» Exercise objective: When you reach the line holding "index pip: (541, 361)" in the material below, return that line and each one after it, word for word, with the pictures dropped.

» Data excerpts:

Content starts

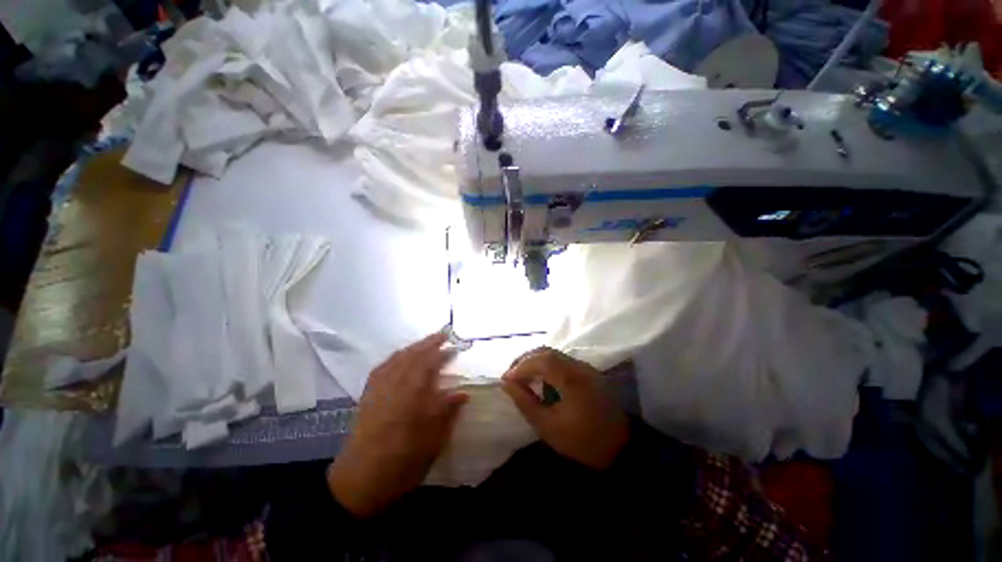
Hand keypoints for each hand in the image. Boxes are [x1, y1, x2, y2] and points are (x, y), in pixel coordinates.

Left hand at [327, 333, 467, 516]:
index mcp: (412, 395)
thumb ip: (446, 412)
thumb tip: (463, 393)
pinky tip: (400, 358)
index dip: (443, 353)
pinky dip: (395, 357)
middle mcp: (394, 386)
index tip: (456, 346)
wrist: (358, 482)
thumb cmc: (401, 464)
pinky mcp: (368, 395)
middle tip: (444, 334)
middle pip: (413, 356)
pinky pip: (382, 367)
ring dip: (413, 347)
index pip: (429, 364)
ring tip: (426, 342)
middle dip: (429, 343)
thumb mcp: (432, 442)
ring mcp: (378, 389)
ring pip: (397, 358)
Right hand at [501, 348, 628, 469]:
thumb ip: (525, 402)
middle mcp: (578, 366)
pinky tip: (539, 377)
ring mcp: (584, 367)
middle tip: (510, 374)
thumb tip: (507, 383)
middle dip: (524, 360)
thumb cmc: (583, 441)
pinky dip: (545, 364)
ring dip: (534, 360)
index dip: (520, 367)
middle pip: (546, 352)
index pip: (541, 361)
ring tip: (521, 375)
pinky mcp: (587, 371)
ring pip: (553, 354)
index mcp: (571, 379)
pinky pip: (561, 360)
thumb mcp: (548, 427)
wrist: (620, 447)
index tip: (505, 380)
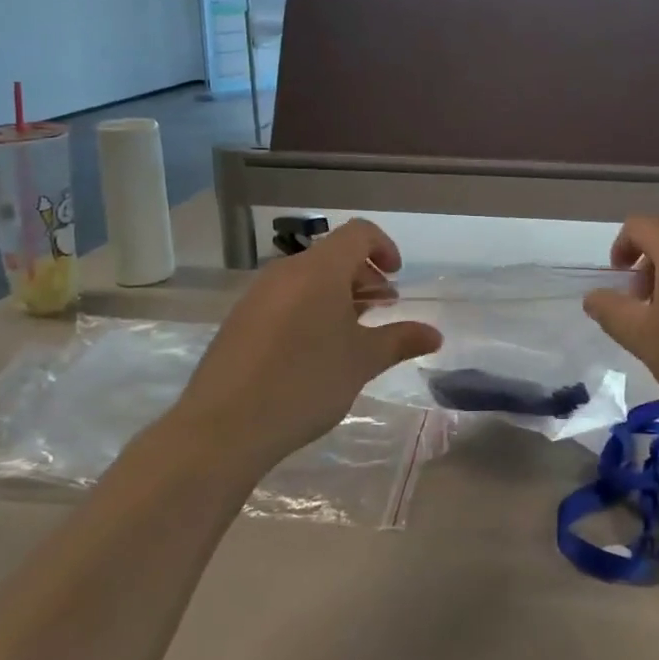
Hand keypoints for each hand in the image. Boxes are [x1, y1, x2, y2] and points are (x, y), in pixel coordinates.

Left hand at [174, 220, 441, 468]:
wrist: (224, 426)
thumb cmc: (305, 383)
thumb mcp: (361, 362)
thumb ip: (400, 340)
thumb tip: (434, 334)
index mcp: (319, 270)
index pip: (358, 233)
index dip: (384, 247)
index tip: (396, 279)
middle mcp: (286, 271)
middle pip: (332, 256)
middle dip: (363, 277)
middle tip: (381, 312)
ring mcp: (258, 295)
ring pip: (307, 279)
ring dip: (336, 295)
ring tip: (351, 334)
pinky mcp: (240, 320)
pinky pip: (284, 299)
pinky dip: (309, 309)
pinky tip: (313, 351)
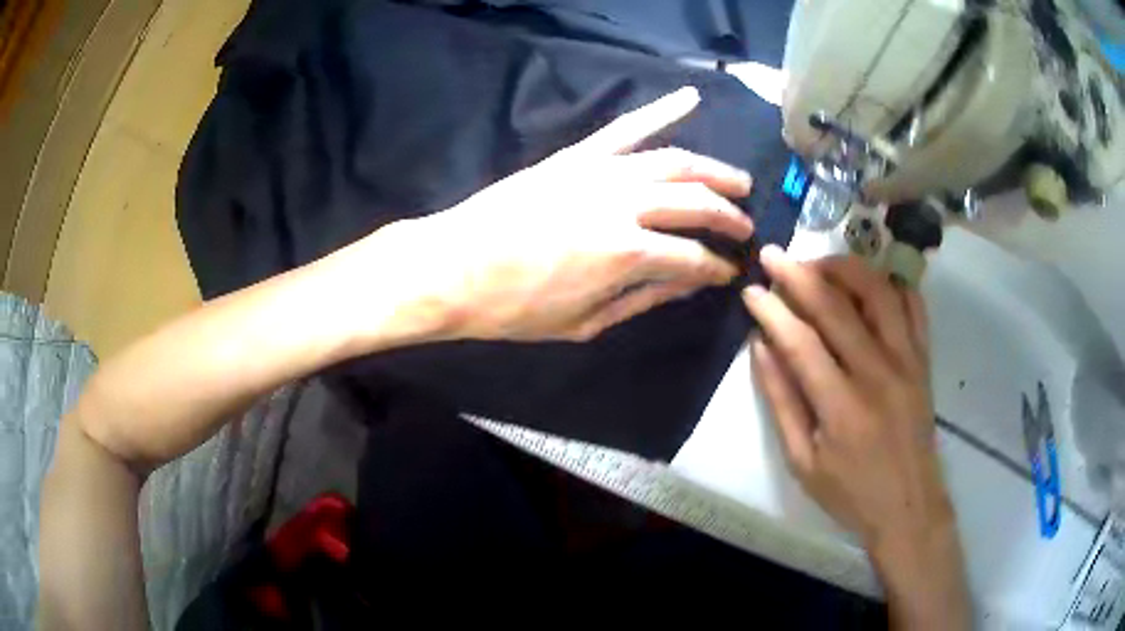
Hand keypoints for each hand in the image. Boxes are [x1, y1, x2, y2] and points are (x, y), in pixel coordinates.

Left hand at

Content ends

» Exercise answer:
index pip: (541, 361)
ring tip: (521, 375)
pinky mcp: (587, 371)
ring pip: (553, 354)
index mcp: (571, 379)
pinky pip: (561, 360)
thumb mcp: (548, 427)
wrist: (620, 447)
index tip: (505, 380)
Hand keypoints for each hand in the image. Boxes are [x1, y1, x2, y2] and points are (x, y), in pixel coordinates.

Left hand at [174, 220, 441, 468]:
wrist: (224, 426)
thumb cmc: (305, 383)
thumb mcp: (361, 362)
thumb ip: (400, 340)
thumb tip: (434, 334)
index mcp: (319, 270)
index pip: (358, 233)
index dip: (384, 247)
index tip: (396, 279)
middle mcp: (286, 271)
middle pip: (332, 256)
middle dip: (363, 277)
middle tip: (381, 312)
ring mcp: (258, 295)
ring pip: (307, 279)
ring dip: (336, 295)
ring tip: (351, 334)
pinky mcp: (240, 320)
pinky pip: (284, 299)
pinky dip: (309, 309)
pinky tip: (313, 351)
Hand keypoints for each hand in the image. Boxes are [x1, y1, x2, y2] and points are (x, y), in pixel coordinates.

Left hand at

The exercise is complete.